The central idea of the fight between good and evil is one of many religious threads permeating the novel. At several points the setting comes to symbolise Eden, although this is often tainted by human presence.
We get the impression that Duror is wavering on the edge of an abyss of
black filth, a horrific
mire which we can only presume is hell.
We wonder whether Duror’s
religion of endurance and his crown of
thorns bitterer than those that bled the brow of Christ are punishments for previous sins.
The doctor describes the complexes of Duror’s mind as twisting
like the snakes of damnation, and there is the sense that Duror’s life is fated to spiral into tragedy.
While Duror fears the idea of hell, Jenkins also explores the concept of the afterlife. Prior to the storm the brothers see a
cascade of light streaming through the trees.

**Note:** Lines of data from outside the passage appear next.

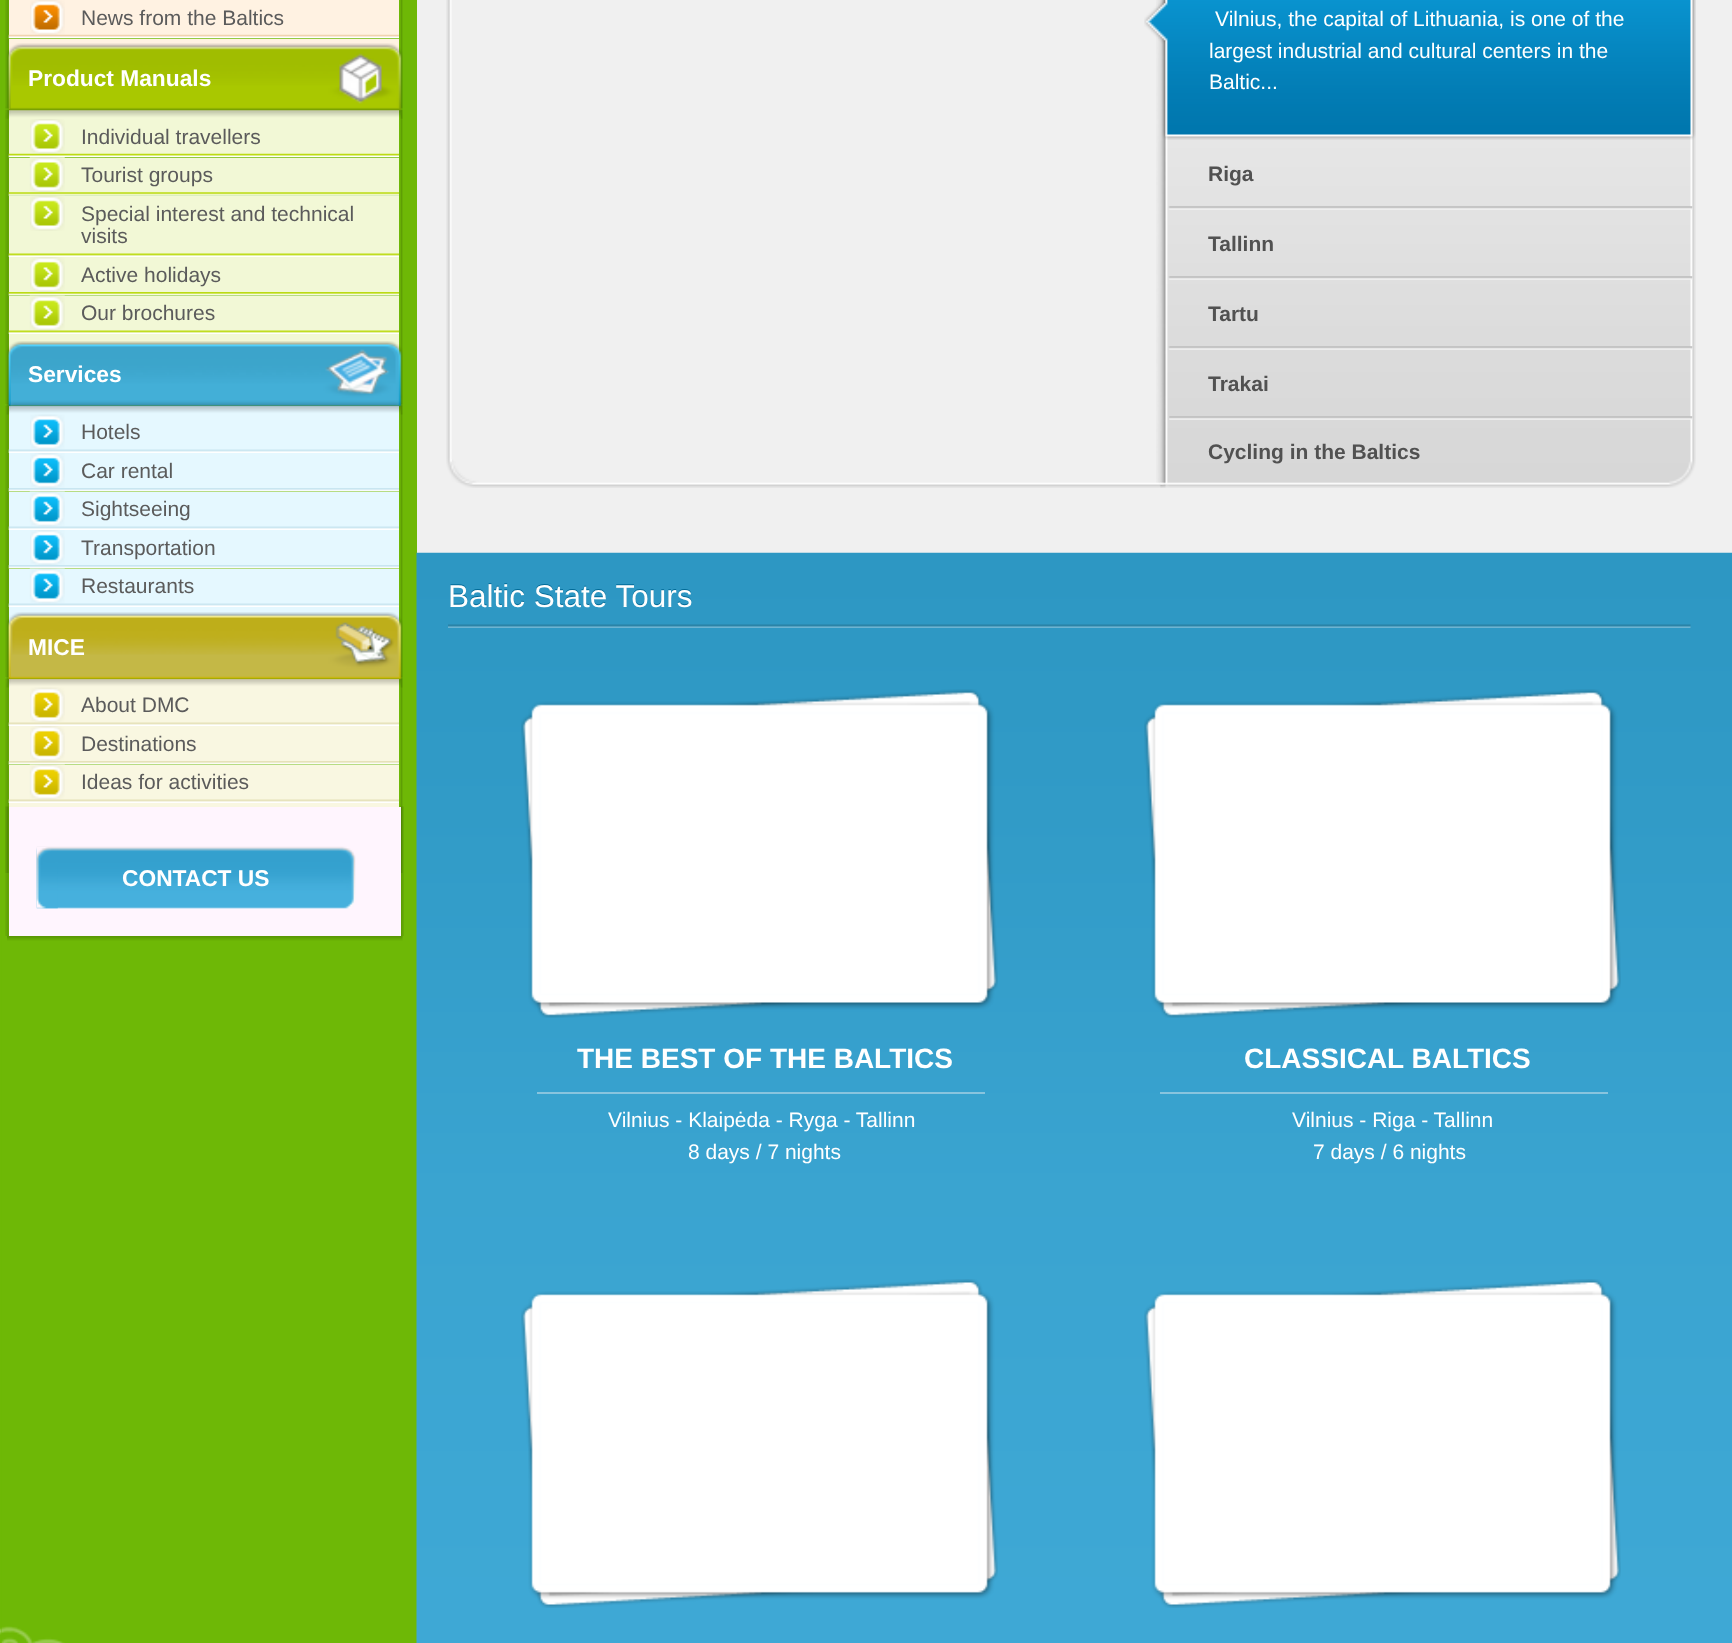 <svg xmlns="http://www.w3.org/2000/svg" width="1732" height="1643">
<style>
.a{font:21px Liberation Sans;fill:#5b5b5b}
.b{font:bold 22.75px Liberation Sans;fill:#fff}
.c{font:21px Liberation Sans;fill:#fff}
.d{font:bold 21px Liberation Sans;fill:#515151}
.e{font:31.5px Liberation Sans;fill:#006a97}
.f{font:31.5px Liberation Sans;fill:#fff}
.g{font:bold 28px Liberation Sans;fill:#fff}
</style>
<rect width="100%" height="100%" fill="#6eb806"/>
<image href="48.png" x="0" y="1627" width="2" height="8"/>
<image href="1.png" x="1" y="0" width="416" height="1643"/>
<image href="2.png" x="1" y="1626" width="64" height="17"/>
<image href="3.png" x="5" y="0" width="398" height="109"/>
<path fill="#fff2e2" d="M9 0h390v35H9z"/>
<image href="4.png" x="30" y="0" width="35" height="35"/>
<image href="5.png" x="8" y="34" width="391" height="5"/>
<path fill="#fff2e2" d="M9 39h390v70H9z"/>
<image href="7.png" x="5" y="110" width="398" height="294"/>
<path fill="#f2f8d6" d="M9 110h390v44H9z"/>
<image href="6.png" x="5" y="43" width="398" height="76"/>
<image href="8.png" x="30" y="119" width="35" height="35"/>
<image href="9.png" x="8" y="153" width="391" height="5"/>
<path fill="#f2f8d6" d="M9 158h390v35H9z"/>
<image href="10.png" x="29" y="157" width="36" height="35"/>
<image href="11.png" x="8" y="192" width="391" height="4"/>
<path fill="#f2f8d6" d="M9 196h390v58H9z"/>
<image href="12.png" x="30" y="195" width="35" height="36"/>
<image href="13.png" x="8" y="253" width="391" height="4"/>
<path fill="#f2f8d6" d="M9 257h390v35H9z"/>
<image href="14.png" x="30" y="257" width="35" height="35"/>
<image href="15.png" x="8" y="292" width="391" height="4"/>
<path fill="#f2f8d6" d="M9 296h390v35H9z"/>
<image href="16.png" x="29" y="295" width="36" height="36"/>
<image href="17.png" x="8" y="330" width="391" height="4"/>
<path fill="#f2f8d6" d="M9 334h390v70H9z"/>
<image href="19.png" x="5" y="405" width="398" height="272"/>
<path fill="#e5f8ff" d="M9 406h390v44H9z"/>
<image href="20.png" x="30" y="414" width="35" height="36"/>
<image href="18.png" x="6" y="341" width="397" height="74"/>
<image href="21.png" x="8" y="449" width="391" height="4"/>
<path fill="#e5f8ff" d="M9 453h390v35H9z"/>
<image href="22.png" x="30" y="453" width="35" height="35"/>
<image href="23.png" x="8" y="488" width="391" height="4"/>
<path fill="#e5f8ff" d="M9 492h390v35H9z"/>
<image href="24.png" x="29" y="491" width="36" height="36"/>
<image href="21.png" x="8" y="526" width="391" height="4"/>
<path fill="#e5f8ff" d="M9 530h390v35H9z"/>
<image href="22.png" x="30" y="530" width="35" height="35"/>
<image href="23.png" x="8" y="565" width="391" height="4"/>
<path fill="#e5f8ff" d="M9 569h390v35H9z"/>
<image href="24.png" x="29" y="568" width="36" height="36"/>
<image href="21.png" x="8" y="603" width="391" height="4"/>
<path fill="#e5f8ff" d="M9 607h390v70H9z"/>
<image href="26.png" x="5" y="678" width="398" height="195"/>
<path fill="#f9f7e1" d="M9 679h390v44H9z"/>
<image href="27.png" x="30" y="687" width="35" height="36"/>
<image href="25.png" x="6" y="612" width="397" height="76"/>
<image href="28.png" x="8" y="722" width="391" height="4"/>
<path fill="#f9f7e1" d="M9 726h390v35H9z"/>
<image href="29.png" x="30" y="726" width="35" height="35"/>
<image href="30.png" x="8" y="761" width="391" height="4"/>
<path fill="#f9f7e1" d="M9 765h390v35H9z"/>
<image href="31.png" x="29" y="764" width="36" height="36"/>
<image href="28.png" x="8" y="799" width="391" height="4"/>
<path fill="#f9f7e1" d="M9 803h390v4H9z"/>
<image href="32.png" x="5" y="806" width="399" height="130"/>
<path fill="#fff5fe" d="M9 807h392v129H9z"/>
<image href="33.png" x="36" y="846" width="320" height="63"/>
<image href="34.png" x="36" y="847" width="22" height="62"/>
<image href="35.png" x="7" y="936" width="396" height="5"/>
<path fill="#f0f0f0" d="M417 0h1315v553H417z"/>
<image href="36.png" x="446" y="0" width="721" height="488"/>
<image href="37.png" x="1156" y="0" width="540" height="488"/>
<image href="38.png" x="1144" y="0" width="552" height="140"/>
<image href="39.png" x="1168" y="206" width="525" height="4"/>
<image href="40.png" x="1168" y="276" width="525" height="4"/>
<image href="41.png" x="1168" y="346" width="525" height="4"/>
<image href="42.png" x="1169" y="416" width="524" height="4"/>
<image href="43.png" x="451" y="459" width="18" height="24"/>
<image href="44.png" x="416" y="552" width="1316" height="1091"/>
<image href="45.png" x="448" y="624" width="1243" height="4"/>
<image href="46.png" x="521" y="689" width="477" height="329"/>
<path fill="#88c4de" d="M537 1092h448v2H537z"/>
<image href="46.png" x="1144" y="689" width="477" height="329"/>
<path fill="#88c4de" d="M1160 1092h448v2H1160z"/>
<image href="47.png" x="521" y="1279" width="477" height="329"/>
<image href="47.png" x="1144" y="1279" width="477" height="329"/>
<text class="a" x="81" y="25">News from the Baltics</text>
<text class="b" x="28" y="86">Product Manuals</text>
<text class="a" x="81" y="144">Individual travellers</text>
<text class="a" x="81" y="182">Tourist groups</text>
<text class="a" x="81" y="221">Special interest and technical</text>
<text class="a" x="81" y="243">visits</text>
<text class="a" x="81" y="282">Active holidays</text>
<text class="a" x="81" y="320">Our brochures</text>
<text class="b" x="28" y="382">Services</text>
<text class="a" x="81" y="439">Hotels</text>
<text class="a" x="81" y="478">Car rental</text>
<text class="a" x="81" y="516">Sightseeing</text>
<text class="a" x="81" y="555">Transportation</text>
<text class="a" x="81" y="593">Restaurants</text>
<text class="b" x="28" y="655">MICE</text>
<text class="a" x="81" y="712">About DMC</text>
<text class="a" x="81" y="751">Destinations</text>
<text class="a" x="81" y="789">Ideas for activities</text>
<text class="b" x="122" y="886">CONTACT US</text>
<text class="c" x="1215" y="26">Vilnius, the capital of Lithuania, is one of the</text>
<text class="c" x="1209" y="58">largest industrial and cultural centers in the</text>
<text class="c" x="1209" y="89">Baltic...</text>
<text class="d" x="1208" y="181">Riga</text>
<text class="d" x="1208" y="251">Tallinn</text>
<text class="d" x="1208" y="321">Tartu</text>
<text class="d" x="1208" y="391">Trakai</text>
<text class="d" x="1208" y="459">Cycling in the Baltics</text>
<text class="e" x="448" y="606">Baltic State Tours</text>
<text class="f" x="448" y="607">Baltic State Tours</text>
<text class="g" x="577" y="1068">THE BEST OF THE BALTICS</text>
<text class="c" x="608" y="1127">Vilnius - Klaipėda - Ryga - Tallinn</text>
<text class="c" x="688" y="1159">8 days / 7 nights</text>
<text class="g" x="1244" y="1068">CLASSICAL BALTICS</text>
<text class="c" x="1292" y="1127">Vilnius - Riga - Tallinn</text>
<text class="c" x="1313" y="1159">7 days / 6 nights</text>
</svg>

Was it from heaven..? and says that he saw his mother up there, implying that there is an afterlife. Neil, however, is cynical, and states
There was no such place.
Calum is the opposite of Duror – he is inwardly beautiful and kind. His wish to protect the animals likens him to St Francis of Assisi, and he is sacrificed like a lamb at the end of the novel.
Sadly, his death does not free Neil nor Duror from their burdens, but it perhaps heralds a new beginning in the same way that the end of World War Two brought about a change in attitudes to social class and status.